----- EXCERPTED RECORDS -----
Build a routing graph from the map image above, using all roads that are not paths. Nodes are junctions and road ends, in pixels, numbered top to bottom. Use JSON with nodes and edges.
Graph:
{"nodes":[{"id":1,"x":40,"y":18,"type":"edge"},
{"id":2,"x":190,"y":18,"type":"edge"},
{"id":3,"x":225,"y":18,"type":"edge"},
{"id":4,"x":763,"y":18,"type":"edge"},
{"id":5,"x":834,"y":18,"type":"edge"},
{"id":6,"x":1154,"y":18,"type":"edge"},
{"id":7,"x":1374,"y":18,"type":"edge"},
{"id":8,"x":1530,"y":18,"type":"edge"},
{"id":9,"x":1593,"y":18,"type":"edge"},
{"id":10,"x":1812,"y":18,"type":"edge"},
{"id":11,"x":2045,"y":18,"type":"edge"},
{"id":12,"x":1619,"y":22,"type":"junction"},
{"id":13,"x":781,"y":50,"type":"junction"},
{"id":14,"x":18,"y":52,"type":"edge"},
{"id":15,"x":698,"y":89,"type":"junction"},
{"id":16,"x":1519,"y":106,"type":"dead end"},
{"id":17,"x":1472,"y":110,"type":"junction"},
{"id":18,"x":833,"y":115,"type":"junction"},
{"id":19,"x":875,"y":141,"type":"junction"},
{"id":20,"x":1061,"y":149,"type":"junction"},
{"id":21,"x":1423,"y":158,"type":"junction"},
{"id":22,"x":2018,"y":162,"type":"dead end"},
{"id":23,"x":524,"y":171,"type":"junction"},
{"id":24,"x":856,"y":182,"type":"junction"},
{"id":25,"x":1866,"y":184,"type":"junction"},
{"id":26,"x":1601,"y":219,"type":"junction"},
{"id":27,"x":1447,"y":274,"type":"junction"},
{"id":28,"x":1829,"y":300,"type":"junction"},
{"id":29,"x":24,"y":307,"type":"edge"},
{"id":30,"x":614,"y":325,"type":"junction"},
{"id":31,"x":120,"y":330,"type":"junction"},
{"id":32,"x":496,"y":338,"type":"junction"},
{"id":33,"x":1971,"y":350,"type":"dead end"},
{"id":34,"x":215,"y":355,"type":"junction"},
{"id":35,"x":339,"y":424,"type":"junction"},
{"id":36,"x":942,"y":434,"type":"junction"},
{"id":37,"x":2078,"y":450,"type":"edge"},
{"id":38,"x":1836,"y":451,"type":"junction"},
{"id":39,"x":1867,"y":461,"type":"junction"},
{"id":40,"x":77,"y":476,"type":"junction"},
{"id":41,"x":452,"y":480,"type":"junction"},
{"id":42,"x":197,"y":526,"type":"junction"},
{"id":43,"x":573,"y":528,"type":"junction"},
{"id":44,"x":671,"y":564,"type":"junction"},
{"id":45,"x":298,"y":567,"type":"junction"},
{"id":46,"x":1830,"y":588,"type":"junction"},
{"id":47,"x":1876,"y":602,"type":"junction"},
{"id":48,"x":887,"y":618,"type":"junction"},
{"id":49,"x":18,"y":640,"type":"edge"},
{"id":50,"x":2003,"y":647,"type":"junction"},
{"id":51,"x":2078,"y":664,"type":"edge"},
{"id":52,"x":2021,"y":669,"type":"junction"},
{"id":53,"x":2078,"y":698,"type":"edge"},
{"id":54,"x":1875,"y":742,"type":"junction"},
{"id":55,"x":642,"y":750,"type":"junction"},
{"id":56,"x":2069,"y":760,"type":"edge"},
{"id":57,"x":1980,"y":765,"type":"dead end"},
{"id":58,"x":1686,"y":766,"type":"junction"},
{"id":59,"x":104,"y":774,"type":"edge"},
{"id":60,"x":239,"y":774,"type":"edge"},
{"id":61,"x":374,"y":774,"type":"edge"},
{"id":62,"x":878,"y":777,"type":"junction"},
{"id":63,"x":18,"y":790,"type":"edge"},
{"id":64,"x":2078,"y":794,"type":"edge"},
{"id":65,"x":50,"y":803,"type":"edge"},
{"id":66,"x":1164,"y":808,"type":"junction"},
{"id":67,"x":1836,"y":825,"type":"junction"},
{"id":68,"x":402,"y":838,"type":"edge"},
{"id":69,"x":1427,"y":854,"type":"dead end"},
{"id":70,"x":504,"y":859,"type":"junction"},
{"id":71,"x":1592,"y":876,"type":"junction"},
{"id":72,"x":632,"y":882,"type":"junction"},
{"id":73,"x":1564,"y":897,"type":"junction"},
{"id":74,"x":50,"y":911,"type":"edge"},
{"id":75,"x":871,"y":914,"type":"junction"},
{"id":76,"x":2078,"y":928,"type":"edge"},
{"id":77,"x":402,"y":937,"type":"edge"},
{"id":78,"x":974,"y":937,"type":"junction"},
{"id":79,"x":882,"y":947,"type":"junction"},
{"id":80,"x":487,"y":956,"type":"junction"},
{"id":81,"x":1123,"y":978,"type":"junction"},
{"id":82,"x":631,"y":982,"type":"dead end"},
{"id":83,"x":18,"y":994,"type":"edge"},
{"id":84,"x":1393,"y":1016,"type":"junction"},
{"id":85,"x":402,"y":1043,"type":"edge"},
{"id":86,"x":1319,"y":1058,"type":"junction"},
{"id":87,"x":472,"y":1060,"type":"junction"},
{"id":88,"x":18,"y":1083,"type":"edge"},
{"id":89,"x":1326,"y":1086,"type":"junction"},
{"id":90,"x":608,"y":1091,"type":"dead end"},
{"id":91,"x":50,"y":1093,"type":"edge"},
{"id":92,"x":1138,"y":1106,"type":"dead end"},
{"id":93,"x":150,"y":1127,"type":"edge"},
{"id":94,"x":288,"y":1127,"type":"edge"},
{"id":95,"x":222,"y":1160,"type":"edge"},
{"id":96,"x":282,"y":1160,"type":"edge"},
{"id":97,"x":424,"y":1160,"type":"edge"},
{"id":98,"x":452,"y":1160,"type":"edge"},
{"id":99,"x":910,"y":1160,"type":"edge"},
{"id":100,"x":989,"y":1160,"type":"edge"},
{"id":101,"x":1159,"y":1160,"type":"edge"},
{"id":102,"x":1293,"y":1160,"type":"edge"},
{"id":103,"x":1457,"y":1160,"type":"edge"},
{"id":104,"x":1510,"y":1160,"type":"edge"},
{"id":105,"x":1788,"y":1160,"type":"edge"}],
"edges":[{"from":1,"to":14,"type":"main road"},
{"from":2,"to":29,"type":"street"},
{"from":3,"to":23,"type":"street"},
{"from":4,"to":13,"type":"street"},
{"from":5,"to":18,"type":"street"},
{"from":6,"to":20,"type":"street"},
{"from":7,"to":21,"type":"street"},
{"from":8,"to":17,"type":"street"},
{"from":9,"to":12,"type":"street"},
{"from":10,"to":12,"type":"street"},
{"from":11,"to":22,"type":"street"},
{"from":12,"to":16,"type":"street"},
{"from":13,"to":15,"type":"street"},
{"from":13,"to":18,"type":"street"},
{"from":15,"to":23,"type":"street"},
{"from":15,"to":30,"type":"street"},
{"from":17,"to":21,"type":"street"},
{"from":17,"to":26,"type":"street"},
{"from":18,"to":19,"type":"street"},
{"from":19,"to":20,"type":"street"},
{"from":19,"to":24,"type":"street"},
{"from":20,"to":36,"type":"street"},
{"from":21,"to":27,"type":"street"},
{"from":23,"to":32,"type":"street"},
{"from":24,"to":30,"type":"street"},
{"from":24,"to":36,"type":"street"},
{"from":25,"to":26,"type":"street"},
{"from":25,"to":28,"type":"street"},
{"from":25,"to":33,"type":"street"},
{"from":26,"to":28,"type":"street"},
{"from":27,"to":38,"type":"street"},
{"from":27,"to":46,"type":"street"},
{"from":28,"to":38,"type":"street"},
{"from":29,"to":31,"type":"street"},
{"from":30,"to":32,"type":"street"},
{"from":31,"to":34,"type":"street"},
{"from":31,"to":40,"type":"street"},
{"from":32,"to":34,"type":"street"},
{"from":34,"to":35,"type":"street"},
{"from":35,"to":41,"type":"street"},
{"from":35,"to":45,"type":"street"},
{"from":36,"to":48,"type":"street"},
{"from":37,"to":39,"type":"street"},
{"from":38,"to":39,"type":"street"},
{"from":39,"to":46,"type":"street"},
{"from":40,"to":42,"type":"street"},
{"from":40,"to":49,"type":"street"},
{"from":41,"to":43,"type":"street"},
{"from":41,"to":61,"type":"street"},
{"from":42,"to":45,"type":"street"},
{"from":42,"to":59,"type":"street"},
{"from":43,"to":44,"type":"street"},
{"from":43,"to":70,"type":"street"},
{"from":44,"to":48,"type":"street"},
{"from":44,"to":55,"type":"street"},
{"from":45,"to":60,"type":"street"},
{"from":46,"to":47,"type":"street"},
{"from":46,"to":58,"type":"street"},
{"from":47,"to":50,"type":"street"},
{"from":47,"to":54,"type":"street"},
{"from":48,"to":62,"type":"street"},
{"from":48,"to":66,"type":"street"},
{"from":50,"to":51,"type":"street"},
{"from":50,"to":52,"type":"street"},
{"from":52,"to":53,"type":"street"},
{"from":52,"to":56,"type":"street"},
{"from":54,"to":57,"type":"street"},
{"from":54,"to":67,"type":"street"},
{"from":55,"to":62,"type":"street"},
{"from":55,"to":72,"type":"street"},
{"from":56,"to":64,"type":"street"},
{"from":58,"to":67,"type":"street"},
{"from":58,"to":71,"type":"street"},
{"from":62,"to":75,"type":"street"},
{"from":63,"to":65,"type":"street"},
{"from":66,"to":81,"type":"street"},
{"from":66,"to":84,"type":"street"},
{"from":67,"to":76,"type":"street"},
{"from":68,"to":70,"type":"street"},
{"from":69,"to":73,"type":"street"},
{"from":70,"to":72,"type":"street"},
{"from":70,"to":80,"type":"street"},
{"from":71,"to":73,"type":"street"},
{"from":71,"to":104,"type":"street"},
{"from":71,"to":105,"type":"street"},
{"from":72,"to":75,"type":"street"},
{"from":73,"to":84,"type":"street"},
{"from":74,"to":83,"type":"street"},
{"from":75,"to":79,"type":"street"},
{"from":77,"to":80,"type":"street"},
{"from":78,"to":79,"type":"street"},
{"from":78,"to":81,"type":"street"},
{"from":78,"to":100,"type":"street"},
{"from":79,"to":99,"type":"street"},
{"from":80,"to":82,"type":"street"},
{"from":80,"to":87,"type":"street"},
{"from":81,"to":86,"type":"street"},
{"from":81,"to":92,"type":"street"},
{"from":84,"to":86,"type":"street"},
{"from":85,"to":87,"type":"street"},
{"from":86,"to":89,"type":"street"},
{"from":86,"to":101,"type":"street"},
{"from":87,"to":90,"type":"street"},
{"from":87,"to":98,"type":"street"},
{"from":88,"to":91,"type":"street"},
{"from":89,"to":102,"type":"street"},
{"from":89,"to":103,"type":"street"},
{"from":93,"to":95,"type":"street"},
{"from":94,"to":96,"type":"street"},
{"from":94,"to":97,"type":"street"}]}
-----
■ **WHAT TO PRODUCE**: Copy out every line above where "nodes" is present.

■ **PROBLEM SOLUTION**:
Build a routing graph from the map image above, using all roads that are not paths. Nodes are junctions and road ends, in pixels, numbered top to bottom. Use JSON with nodes and edges.
{"nodes":[{"id":1,"x":40,"y":18,"type":"edge"},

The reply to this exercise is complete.